Или уйдет по дороге, сам не знает куда и зачем, — а воротится затемно, не вспомнит где был. Весь в пыли, башмаки разбиты. А ночами не спал. И не ложился даже. Перед самой кончиной шесть ночей кряду не приклонил головы, а с зарей уходил прочь. На седьмой день воротился ввечеру, просветлевший вроде, тихий — свечи запалил, встал за мольберт. Опять, значит, ее портрет писать да с ней беседовать. И такая обида меня взяла — накинула платок и пошла прочь. А он и не заметил даже. Пришла к морю. Оно теплое, ласковое. Шепчет, баюкает — песок мелкий, мягкий, как пух. Прилегла.

А проснулась — уж рассвело. Чайки кричат. Да тоскливо так, душа рвется. Иду домой — тороплюсь, вроде к нему спешу. А уже знаю: нет больше Вани. К ней ушел. Там и лежал, у мольберта.

— А портрет?

— Который? Он их много рисовал, да ни одного не оставил. Резал, рвал в клочья, а то — жег. А больше не писал ничего. Бывало, правда, задумается — водит карандашом по листу, только ничего не понятно — узоры одни, то ли волны, то ли ветер кружит, снег заметает. А очнется, спохватится — и порвет лист.
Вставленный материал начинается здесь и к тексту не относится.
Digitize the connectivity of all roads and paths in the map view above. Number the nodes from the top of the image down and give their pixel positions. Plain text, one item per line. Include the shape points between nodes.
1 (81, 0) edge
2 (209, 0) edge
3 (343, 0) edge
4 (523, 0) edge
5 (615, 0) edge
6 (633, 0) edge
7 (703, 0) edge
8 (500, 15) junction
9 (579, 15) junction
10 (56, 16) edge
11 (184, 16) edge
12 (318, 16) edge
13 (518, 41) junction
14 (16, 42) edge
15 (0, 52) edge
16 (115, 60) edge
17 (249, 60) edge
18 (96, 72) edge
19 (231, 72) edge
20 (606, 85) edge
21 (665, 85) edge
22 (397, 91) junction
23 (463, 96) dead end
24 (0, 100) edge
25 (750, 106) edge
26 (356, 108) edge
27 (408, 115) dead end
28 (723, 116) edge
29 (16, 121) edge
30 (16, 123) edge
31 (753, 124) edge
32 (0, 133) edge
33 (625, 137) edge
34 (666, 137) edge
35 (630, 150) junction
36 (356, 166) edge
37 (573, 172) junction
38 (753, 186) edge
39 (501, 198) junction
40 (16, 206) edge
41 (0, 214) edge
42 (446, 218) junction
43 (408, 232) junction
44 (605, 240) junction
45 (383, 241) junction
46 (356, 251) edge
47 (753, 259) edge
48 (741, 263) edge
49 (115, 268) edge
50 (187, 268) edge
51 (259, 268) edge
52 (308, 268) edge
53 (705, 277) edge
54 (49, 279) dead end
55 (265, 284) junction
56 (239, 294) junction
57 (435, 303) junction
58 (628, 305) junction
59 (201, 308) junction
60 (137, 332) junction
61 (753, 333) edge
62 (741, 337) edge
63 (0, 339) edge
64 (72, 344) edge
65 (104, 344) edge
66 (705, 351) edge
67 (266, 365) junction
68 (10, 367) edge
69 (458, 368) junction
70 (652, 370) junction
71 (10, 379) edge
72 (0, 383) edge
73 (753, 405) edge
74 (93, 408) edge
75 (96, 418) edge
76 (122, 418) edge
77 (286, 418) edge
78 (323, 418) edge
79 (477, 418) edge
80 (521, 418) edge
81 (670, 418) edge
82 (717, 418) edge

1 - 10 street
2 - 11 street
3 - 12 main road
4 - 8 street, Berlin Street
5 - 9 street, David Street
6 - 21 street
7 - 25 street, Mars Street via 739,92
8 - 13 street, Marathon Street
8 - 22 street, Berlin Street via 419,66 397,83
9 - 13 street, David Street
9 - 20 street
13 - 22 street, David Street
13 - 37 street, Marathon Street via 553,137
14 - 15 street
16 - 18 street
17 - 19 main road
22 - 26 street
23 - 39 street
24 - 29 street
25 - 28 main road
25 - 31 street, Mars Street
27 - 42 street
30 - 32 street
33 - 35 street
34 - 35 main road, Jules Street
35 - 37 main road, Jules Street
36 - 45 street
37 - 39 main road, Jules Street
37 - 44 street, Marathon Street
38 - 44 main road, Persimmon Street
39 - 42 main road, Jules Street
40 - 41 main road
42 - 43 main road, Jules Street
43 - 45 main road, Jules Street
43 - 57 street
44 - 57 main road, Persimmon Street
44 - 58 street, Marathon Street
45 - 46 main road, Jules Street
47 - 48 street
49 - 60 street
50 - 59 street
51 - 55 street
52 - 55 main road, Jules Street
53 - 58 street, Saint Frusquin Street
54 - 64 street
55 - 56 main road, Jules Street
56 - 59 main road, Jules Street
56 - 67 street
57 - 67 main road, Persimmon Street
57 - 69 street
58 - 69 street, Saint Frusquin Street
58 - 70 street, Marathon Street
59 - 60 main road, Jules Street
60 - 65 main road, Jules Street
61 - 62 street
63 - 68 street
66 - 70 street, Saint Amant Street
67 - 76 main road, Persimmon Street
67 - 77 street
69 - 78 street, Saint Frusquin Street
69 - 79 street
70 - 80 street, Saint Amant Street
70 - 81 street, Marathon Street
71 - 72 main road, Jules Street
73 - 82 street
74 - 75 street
— Да, милая. Большая это беда, коли затуманится рассудок. Ну да Господь милосерд — упокоилась несчастная душа с миром. А тебе, Луша, жизнь теперь заново обустраивать.

— Я, ваше сиятельство, домой поеду, в деревню. Молодой граф, как узнал о смерти Василия Лукича, передал, чтоб возвращалась. Пара рук — хоть и вольных — , в хозяйстве не помеха.

— И то дело. Езжай, голубушка, даст Бог, еще повстречаешь хорошего человека, детишек народишь…


Промолчала Луша, потупилась, поклонилась низко.

А как подняла глаза — в комнате пусто.

Тихо вышел граф Федор Петрович, аккуратно притворил за собой дверь.

И не расслышал в тот самый миг — за занавеской слабо пискнуло.

И следом, набирая звонкую силу, закричал младенец.

Слабо усмехнулась Луша:

— Детишек… Народила уж, барин. Только поздно — не увидел Ванюша сыночка и не знал даже, что понесла.

Теперь — с Божьей помощью — поднять бы. Да в люди вывести. Вот как.